## Requirement
Excluding pictures, give the entries again exactly as they appear.

## Data for this exercise
# # # # #
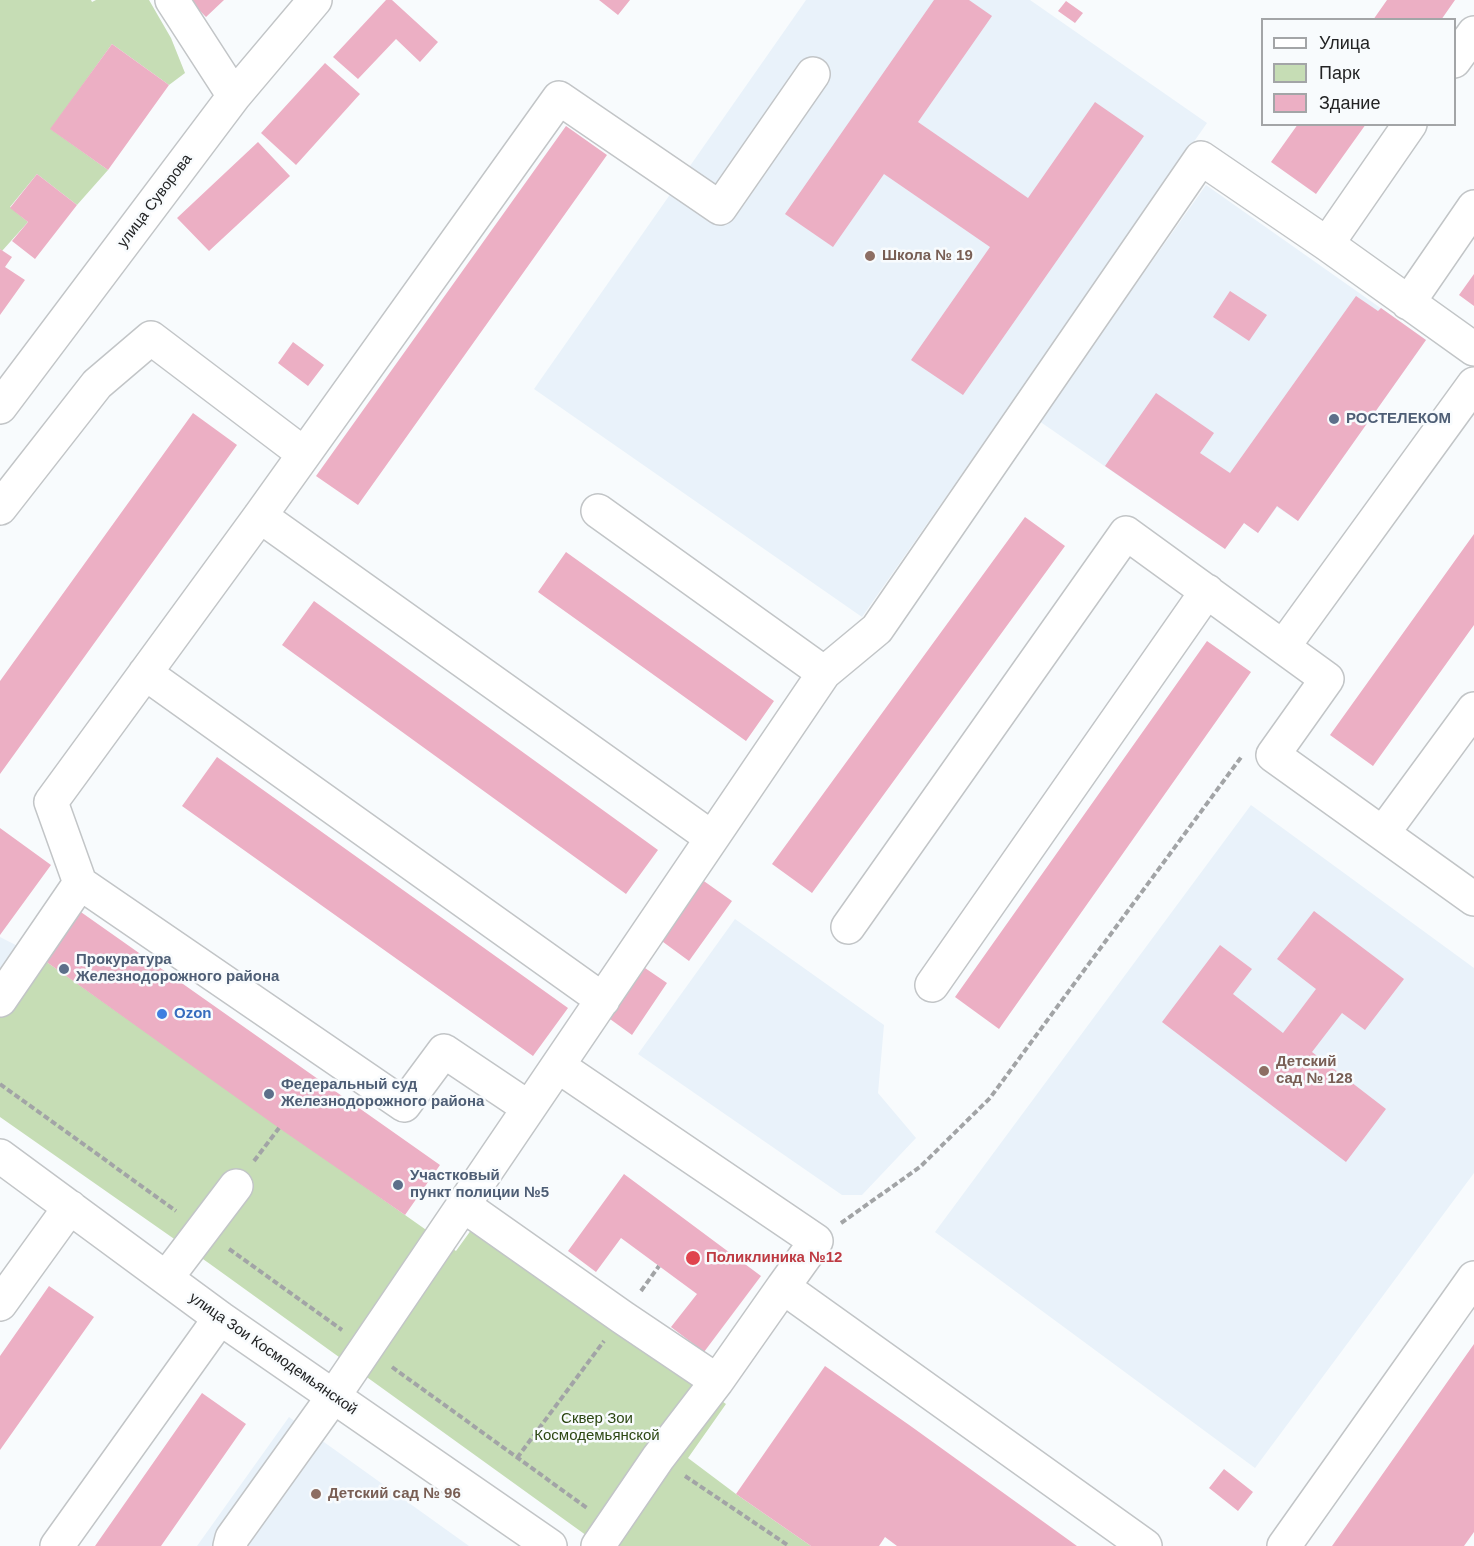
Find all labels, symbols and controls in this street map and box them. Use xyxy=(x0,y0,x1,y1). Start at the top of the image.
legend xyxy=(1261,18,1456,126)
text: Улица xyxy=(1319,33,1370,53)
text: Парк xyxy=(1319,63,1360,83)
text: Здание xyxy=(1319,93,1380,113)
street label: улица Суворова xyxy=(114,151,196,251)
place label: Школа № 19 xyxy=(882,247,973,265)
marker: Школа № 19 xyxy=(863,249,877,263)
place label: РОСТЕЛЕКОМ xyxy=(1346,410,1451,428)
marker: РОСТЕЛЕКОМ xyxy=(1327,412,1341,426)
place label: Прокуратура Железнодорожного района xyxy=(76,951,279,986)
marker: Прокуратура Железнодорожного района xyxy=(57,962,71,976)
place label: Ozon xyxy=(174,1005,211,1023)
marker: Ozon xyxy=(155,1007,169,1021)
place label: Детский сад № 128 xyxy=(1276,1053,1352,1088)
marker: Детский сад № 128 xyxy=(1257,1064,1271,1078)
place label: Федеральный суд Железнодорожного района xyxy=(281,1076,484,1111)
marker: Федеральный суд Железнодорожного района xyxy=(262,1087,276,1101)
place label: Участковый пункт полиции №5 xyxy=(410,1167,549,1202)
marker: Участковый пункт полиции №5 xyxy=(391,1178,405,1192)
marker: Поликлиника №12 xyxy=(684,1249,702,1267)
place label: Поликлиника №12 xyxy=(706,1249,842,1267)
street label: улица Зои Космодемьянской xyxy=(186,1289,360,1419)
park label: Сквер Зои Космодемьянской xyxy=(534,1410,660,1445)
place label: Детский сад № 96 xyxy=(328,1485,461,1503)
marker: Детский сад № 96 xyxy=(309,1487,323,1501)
# # # # #
## The completed task
Find all labels, symbols and controls in this street map and box them. Use xyxy=(x0,y0,x1,y1). Start at the top of the image.
legend xyxy=(1261,18,1456,126)
text: Улица xyxy=(1319,33,1370,53)
text: Парк xyxy=(1319,63,1360,83)
text: Здание xyxy=(1319,93,1380,113)
street label: улица Суворова xyxy=(114,151,196,251)
place label: Школа № 19 xyxy=(882,247,973,265)
marker: Школа № 19 xyxy=(863,249,877,263)
place label: РОСТЕЛЕКОМ xyxy=(1346,410,1451,428)
marker: РОСТЕЛЕКОМ xyxy=(1327,412,1341,426)
place label: Прокуратура Железнодорожного района xyxy=(76,951,279,986)
marker: Прокуратура Железнодорожного района xyxy=(57,962,71,976)
place label: Ozon xyxy=(174,1005,211,1023)
marker: Ozon xyxy=(155,1007,169,1021)
place label: Детский сад № 128 xyxy=(1276,1053,1352,1088)
marker: Детский сад № 128 xyxy=(1257,1064,1271,1078)
place label: Федеральный суд Железнодорожного района xyxy=(281,1076,484,1111)
marker: Федеральный суд Железнодорожного района xyxy=(262,1087,276,1101)
place label: Участковый пункт полиции №5 xyxy=(410,1167,549,1202)
marker: Участковый пункт полиции №5 xyxy=(391,1178,405,1192)
marker: Поликлиника №12 xyxy=(684,1249,702,1267)
place label: Поликлиника №12 xyxy=(706,1249,842,1267)
street label: улица Зои Космодемьянской xyxy=(186,1289,360,1419)
park label: Сквер Зои Космодемьянской xyxy=(534,1410,660,1445)
place label: Детский сад № 96 xyxy=(328,1485,461,1503)
marker: Детский сад № 96 xyxy=(309,1487,323,1501)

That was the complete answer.